The engine is subdued compared with shrill Italian twelves, the road noise from tires and suspension is minimal, and it is easy–apart from the financial considerations–to imagine using a Zonda as your commuting car. It is relaxing if you want it to be, exhilarating when you push it to its limits. It would be a tour de force from any well-established factory. That it comes from the creative impetus and organizational efforts of just one man is almost unbelievable.
There are 106 individual pieces of carbon fiber in the Zonda, so with chassis number 21 in the jig when we visited, thousands of carbon-reinforced parts have been turned out, each and every one documented in a double bookkeeping system as used in the aircraft industry. Every part of every car is traceable. The company is not yet ISO 9001 certified, but “it will be, soon.” Some mechanical elements are made outside, of course, but to Pagani designs. The six-speed gearbox is one such component, made locally. The steering rack is another, but made by TRW, a major industry supplier. The taillights come from another vehicle, not surprising when you realize that the tooling costs for bespoke lamps run to about $350,000 per unit, but everything else you can see, and a lot you cannot, is specific to this car. Every casting is X-rayed, every part carefully inspected by nondestructive but exhaustive methods. Nine Zondas have been delivered, and if the letters Pagani showed us mean anything, they are trouble-free and delight their owners.
In many ways, Pagani’s ultraclean, hyperefficient, 20,000-square-foot operation is the prototype for car companies of the future. Only twenty-five people are employed within the building, as subassemblies are made and painting is done outside. Ferrari and TVR are probably the smallest-volume car companies making their own engines, although we would not put it past Pagani to decide to make his own one day. For the moment, Mercedes has ensured a supply until 2004, for up to 100 units. They are already working on a bigger twelve, a 7.3-liter unit that will turn up 7000 rpm against the present 7010-cc unit’s 6000. Of course, you can buy the plain Zonda C12 with only 394 horsepower from six liters if you want to be excessively reasonable.

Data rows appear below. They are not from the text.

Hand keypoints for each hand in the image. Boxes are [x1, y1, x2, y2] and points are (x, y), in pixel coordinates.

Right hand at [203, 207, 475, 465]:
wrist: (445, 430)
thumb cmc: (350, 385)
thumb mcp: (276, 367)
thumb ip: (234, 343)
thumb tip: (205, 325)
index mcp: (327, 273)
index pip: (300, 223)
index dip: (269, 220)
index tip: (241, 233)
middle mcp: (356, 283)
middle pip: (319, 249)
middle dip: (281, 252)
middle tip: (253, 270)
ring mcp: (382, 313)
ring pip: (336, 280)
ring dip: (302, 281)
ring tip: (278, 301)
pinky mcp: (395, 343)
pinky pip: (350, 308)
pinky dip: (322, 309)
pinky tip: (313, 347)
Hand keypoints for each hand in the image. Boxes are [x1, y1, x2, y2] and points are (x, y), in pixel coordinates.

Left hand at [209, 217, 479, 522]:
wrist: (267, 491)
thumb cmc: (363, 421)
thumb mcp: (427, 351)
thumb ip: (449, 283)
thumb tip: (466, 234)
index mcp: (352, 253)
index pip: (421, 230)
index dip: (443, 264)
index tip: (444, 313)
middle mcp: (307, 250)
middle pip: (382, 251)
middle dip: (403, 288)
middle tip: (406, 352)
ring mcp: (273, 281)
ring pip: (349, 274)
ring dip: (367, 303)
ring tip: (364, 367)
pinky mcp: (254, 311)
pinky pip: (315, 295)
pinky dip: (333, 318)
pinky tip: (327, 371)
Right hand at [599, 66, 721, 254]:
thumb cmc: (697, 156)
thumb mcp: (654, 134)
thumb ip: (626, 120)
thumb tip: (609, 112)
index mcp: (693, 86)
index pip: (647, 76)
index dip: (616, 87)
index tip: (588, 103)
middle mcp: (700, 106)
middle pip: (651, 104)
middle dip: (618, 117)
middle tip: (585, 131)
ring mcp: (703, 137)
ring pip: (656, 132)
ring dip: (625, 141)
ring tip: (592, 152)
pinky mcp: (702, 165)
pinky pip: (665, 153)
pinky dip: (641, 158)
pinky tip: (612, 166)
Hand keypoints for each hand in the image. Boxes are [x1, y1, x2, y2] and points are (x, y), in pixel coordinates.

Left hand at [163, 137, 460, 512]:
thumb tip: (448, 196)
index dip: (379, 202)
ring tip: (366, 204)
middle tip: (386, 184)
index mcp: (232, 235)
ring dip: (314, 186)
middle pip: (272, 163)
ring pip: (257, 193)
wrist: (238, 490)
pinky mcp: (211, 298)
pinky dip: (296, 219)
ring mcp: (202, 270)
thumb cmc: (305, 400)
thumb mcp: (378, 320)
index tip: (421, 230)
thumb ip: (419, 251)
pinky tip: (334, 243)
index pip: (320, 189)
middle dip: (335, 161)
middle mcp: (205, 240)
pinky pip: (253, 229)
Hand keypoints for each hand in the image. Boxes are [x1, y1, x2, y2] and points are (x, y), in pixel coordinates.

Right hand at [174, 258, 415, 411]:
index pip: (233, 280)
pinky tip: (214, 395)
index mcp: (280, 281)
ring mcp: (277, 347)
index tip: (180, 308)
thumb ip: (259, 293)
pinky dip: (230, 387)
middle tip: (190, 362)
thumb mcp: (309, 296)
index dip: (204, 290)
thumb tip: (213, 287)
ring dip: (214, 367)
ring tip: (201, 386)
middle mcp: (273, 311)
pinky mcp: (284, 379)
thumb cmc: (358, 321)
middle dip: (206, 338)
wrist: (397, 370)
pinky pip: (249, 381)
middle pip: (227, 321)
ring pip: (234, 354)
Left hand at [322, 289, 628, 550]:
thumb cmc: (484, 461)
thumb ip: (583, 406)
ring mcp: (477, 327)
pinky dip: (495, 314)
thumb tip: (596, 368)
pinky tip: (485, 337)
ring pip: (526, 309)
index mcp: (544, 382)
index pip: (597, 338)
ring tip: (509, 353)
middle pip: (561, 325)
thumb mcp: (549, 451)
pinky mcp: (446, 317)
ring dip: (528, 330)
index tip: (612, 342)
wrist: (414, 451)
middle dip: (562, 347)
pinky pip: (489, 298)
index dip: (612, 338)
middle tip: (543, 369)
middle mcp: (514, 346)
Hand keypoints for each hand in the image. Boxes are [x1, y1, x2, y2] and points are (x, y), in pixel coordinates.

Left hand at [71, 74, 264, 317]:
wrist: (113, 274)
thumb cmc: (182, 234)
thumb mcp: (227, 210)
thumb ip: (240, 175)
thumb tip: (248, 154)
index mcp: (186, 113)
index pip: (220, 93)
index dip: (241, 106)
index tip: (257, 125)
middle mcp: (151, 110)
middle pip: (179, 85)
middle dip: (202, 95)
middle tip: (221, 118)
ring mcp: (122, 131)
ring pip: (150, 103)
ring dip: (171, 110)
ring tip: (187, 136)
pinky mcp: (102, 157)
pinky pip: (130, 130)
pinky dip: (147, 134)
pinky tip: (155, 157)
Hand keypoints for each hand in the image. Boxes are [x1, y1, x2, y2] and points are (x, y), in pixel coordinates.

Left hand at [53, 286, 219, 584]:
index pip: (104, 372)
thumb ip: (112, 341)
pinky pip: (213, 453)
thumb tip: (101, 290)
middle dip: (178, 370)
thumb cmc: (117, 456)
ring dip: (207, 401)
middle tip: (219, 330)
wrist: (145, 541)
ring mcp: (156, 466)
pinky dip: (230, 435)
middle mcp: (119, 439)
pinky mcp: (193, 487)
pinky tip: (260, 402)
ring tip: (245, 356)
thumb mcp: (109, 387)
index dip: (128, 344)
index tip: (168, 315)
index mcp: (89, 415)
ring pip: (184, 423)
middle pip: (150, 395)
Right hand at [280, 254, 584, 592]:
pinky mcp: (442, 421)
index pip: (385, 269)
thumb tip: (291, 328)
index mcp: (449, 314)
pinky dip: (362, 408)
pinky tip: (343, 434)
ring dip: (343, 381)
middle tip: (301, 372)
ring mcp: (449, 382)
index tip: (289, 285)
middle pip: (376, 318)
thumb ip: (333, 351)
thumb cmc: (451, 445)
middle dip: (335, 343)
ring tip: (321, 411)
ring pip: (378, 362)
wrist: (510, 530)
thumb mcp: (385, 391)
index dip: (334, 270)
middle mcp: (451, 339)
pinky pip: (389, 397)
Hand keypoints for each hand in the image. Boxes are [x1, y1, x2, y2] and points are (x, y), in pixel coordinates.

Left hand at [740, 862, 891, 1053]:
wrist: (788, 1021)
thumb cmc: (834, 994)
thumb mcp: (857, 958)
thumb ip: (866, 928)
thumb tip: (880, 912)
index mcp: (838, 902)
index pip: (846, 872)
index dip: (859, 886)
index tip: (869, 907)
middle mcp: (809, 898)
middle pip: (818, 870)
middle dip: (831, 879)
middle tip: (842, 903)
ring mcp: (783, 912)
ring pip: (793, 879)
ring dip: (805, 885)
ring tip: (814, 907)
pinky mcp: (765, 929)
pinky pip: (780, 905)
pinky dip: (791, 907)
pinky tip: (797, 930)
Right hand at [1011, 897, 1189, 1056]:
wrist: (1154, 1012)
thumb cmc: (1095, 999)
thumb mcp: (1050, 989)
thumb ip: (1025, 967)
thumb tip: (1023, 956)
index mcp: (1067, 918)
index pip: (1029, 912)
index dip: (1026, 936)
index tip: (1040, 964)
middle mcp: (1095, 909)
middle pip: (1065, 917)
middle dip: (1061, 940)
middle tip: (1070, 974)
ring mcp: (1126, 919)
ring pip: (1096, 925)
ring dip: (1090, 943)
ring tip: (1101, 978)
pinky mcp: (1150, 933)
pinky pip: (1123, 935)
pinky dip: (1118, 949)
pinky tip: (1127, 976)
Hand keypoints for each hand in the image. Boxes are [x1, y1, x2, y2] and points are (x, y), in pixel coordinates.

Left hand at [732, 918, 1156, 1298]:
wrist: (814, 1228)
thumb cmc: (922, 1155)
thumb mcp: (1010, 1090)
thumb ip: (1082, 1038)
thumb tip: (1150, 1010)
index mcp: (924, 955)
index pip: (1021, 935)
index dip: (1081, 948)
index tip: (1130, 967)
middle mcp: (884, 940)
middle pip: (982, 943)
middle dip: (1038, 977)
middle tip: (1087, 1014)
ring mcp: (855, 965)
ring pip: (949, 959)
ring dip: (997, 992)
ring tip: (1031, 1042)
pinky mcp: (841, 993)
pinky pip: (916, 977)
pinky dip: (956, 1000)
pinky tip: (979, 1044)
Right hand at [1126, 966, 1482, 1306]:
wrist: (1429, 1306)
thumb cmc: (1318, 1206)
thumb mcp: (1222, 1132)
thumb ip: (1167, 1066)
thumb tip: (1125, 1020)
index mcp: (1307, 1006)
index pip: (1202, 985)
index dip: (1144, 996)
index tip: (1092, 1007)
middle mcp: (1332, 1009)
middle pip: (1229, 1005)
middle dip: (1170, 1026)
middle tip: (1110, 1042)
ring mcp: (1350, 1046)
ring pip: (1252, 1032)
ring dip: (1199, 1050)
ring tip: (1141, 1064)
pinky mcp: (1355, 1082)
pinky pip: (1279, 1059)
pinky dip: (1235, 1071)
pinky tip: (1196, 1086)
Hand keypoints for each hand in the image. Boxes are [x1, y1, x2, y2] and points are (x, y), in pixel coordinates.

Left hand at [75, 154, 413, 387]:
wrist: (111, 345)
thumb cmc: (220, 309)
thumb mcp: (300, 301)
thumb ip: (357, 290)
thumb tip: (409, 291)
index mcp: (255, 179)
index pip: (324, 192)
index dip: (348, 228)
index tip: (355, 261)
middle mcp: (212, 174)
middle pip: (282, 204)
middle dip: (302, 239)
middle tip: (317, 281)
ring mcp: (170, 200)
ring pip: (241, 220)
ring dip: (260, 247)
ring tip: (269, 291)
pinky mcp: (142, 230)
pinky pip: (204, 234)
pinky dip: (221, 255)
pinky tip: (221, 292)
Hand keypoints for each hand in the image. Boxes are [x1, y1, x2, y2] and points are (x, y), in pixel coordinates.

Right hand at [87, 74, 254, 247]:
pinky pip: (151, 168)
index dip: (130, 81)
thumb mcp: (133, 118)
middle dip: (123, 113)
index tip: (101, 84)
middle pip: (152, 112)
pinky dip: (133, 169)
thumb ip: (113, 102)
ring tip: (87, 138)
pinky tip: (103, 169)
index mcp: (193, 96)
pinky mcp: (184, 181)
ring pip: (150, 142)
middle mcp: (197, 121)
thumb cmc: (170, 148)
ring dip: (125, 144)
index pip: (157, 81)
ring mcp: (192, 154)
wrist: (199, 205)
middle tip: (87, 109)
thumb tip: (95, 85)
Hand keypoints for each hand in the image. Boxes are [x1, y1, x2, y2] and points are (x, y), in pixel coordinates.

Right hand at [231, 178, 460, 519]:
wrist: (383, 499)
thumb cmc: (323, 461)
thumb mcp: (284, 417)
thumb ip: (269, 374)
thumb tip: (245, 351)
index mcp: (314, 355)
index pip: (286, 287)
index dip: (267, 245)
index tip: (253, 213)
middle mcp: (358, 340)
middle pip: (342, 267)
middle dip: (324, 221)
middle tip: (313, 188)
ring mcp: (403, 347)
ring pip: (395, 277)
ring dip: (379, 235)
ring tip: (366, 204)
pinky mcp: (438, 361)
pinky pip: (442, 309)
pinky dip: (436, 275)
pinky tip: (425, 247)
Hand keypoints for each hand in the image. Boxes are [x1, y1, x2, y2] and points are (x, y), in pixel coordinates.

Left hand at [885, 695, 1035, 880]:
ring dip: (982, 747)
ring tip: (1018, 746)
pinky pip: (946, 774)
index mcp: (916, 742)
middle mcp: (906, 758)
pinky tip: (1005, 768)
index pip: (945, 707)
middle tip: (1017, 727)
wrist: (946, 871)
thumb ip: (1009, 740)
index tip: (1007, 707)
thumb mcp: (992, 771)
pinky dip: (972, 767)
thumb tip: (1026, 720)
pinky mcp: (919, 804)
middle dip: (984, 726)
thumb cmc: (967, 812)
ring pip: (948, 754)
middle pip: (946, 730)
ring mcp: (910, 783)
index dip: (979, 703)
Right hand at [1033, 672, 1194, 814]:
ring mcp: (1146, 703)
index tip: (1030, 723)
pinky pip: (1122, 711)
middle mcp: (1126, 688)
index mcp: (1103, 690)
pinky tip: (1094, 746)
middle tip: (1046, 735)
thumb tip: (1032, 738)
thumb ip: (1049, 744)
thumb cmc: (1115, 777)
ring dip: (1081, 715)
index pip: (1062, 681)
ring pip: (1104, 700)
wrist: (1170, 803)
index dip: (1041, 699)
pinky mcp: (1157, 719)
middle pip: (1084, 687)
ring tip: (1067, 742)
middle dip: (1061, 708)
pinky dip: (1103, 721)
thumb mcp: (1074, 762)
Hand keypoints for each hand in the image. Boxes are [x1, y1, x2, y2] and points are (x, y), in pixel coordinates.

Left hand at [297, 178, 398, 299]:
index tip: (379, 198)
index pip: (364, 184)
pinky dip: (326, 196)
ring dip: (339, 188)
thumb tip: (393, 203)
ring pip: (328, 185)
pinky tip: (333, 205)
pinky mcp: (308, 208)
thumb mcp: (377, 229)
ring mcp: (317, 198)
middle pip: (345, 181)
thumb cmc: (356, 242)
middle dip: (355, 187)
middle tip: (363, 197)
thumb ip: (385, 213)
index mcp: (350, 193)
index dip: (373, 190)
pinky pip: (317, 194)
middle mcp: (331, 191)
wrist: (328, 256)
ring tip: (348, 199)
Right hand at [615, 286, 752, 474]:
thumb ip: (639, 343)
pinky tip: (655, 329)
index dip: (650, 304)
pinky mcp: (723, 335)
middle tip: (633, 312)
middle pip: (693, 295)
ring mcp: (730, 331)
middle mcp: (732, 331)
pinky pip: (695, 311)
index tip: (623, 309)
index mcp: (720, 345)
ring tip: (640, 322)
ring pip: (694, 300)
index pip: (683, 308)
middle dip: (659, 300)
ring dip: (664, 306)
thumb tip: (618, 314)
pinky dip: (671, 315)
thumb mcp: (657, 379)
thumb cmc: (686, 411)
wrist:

The one mystery of the Pagani story is how this near-miracle is financed. No one in the company wants to talk about that, although Pagani would have you believe that the capital all came from his little plastics molding shop, which seems improbable. At the same time, it is clear that money has been put to good use, not conspicuously wasted, as it was in the Bugatti adventure.
Certainly, there are big savings in personnel costs: Pagani makes his own styling sketches and presentation renderings, does blueprints, gets his hands into every bit of the project. He is chief stylist, chief engineer, chief executive, and head of public relations, in which capacity he does not fail to tempt visitors to the sin of Gluttony, offering a huge platter of Modenese specialty sandwiches for lunch and, as his baking background demands, wonderful cookies with the selection of exotic teas he prepares each afternoon in the Argentine tradition.
Christina and Horacio Pagani have two sons, Leonardo (of course), age thirteen, and Christopher, who is twelve. They now live in a house fine enough to receive the millionaires who buy their cars as overnight guests, a long way from their extremely humble beginnings in Italy.
And the last deadly sin? Lust has no place here. This is a family business.